→ **Extracted entries**
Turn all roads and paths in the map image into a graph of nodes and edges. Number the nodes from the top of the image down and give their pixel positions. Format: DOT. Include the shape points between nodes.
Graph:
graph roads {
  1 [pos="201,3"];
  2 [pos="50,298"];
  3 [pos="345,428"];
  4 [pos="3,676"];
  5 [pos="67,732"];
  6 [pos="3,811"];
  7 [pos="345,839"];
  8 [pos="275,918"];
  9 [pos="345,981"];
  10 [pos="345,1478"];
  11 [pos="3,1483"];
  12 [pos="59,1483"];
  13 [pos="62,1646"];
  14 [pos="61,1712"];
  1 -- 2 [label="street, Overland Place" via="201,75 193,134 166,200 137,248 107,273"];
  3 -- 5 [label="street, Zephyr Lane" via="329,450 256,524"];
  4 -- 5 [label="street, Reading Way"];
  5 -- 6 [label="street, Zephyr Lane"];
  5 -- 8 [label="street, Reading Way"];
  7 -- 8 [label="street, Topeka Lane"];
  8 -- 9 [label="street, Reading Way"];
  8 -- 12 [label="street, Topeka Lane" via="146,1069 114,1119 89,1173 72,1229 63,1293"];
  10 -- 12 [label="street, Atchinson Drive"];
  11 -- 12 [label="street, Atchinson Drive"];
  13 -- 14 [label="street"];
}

→ **What to work on**
Return the material exactly as it was provided.

→ **Result of this task**
Turn all roads and paths in the map image into a graph of nodes and edges. Number the nodes from the top of the image down and give their pixel positions. Format: DOT. Include the shape points between nodes.
Graph:
graph roads {
  1 [pos="201,3"];
  2 [pos="50,298"];
  3 [pos="345,428"];
  4 [pos="3,676"];
  5 [pos="67,732"];
  6 [pos="3,811"];
  7 [pos="345,839"];
  8 [pos="275,918"];
  9 [pos="345,981"];
  10 [pos="345,1478"];
  11 [pos="3,1483"];
  12 [pos="59,1483"];
  13 [pos="62,1646"];
  14 [pos="61,1712"];
  1 -- 2 [label="street, Overland Place" via="201,75 193,134 166,200 137,248 107,273"];
  3 -- 5 [label="street, Zephyr Lane" via="329,450 256,524"];
  4 -- 5 [label="street, Reading Way"];
  5 -- 6 [label="street, Zephyr Lane"];
  5 -- 8 [label="street, Reading Way"];
  7 -- 8 [label="street, Topeka Lane"];
  8 -- 9 [label="street, Reading Way"];
  8 -- 12 [label="street, Topeka Lane" via="146,1069 114,1119 89,1173 72,1229 63,1293"];
  10 -- 12 [label="street, Atchinson Drive"];
  11 -- 12 [label="street, Atchinson Drive"];
  13 -- 14 [label="street"];
}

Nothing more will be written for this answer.